=== Section Start ===

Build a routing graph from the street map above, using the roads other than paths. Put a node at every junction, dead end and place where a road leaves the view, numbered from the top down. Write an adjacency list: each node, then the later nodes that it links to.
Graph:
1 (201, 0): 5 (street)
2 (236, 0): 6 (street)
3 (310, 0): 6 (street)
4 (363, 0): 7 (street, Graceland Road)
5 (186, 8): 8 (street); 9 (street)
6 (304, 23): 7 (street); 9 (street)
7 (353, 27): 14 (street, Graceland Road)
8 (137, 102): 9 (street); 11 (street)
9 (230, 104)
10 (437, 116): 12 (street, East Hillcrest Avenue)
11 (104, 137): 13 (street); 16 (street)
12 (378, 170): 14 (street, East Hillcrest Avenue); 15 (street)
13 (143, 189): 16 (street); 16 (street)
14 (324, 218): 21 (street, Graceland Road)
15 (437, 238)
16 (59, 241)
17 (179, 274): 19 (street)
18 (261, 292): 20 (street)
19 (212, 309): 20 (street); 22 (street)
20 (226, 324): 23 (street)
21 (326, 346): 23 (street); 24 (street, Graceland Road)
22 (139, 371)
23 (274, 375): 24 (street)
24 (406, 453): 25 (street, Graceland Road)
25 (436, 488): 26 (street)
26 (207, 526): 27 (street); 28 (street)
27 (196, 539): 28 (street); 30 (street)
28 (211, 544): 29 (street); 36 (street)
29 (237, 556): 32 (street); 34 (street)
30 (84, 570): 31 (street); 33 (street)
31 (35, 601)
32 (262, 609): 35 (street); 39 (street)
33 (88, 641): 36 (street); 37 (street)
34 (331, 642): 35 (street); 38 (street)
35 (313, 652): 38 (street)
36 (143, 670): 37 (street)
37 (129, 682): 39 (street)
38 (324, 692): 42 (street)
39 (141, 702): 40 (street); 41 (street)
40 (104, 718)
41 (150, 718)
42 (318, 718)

=== Section End ===

- **Task directions**:
All entries are to be output exactly as they stand.

- **Solution to this exercise**:
Build a routing graph from the street map above, using the roads other than paths. Put a node at every junction, dead end and place where a road leaves the view, numbered from the top down. Write an adjacency list: each node, then the later nodes that it links to.
Graph:
1 (201, 0): 5 (street)
2 (236, 0): 6 (street)
3 (310, 0): 6 (street)
4 (363, 0): 7 (street, Graceland Road)
5 (186, 8): 8 (street); 9 (street)
6 (304, 23): 7 (street); 9 (street)
7 (353, 27): 14 (street, Graceland Road)
8 (137, 102): 9 (street); 11 (street)
9 (230, 104)
10 (437, 116): 12 (street, East Hillcrest Avenue)
11 (104, 137): 13 (street); 16 (street)
12 (378, 170): 14 (street, East Hillcrest Avenue); 15 (street)
13 (143, 189): 16 (street); 16 (street)
14 (324, 218): 21 (street, Graceland Road)
15 (437, 238)
16 (59, 241)
17 (179, 274): 19 (street)
18 (261, 292): 20 (street)
19 (212, 309): 20 (street); 22 (street)
20 (226, 324): 23 (street)
21 (326, 346): 23 (street); 24 (street, Graceland Road)
22 (139, 371)
23 (274, 375): 24 (street)
24 (406, 453): 25 (street, Graceland Road)
25 (436, 488): 26 (street)
26 (207, 526): 27 (street); 28 (street)
27 (196, 539): 28 (street); 30 (street)
28 (211, 544): 29 (street); 36 (street)
29 (237, 556): 32 (street); 34 (street)
30 (84, 570): 31 (street); 33 (street)
31 (35, 601)
32 (262, 609): 35 (street); 39 (street)
33 (88, 641): 36 (street); 37 (street)
34 (331, 642): 35 (street); 38 (street)
35 (313, 652): 38 (street)
36 (143, 670): 37 (street)
37 (129, 682): 39 (street)
38 (324, 692): 42 (street)
39 (141, 702): 40 (street); 41 (street)
40 (104, 718)
41 (150, 718)
42 (318, 718)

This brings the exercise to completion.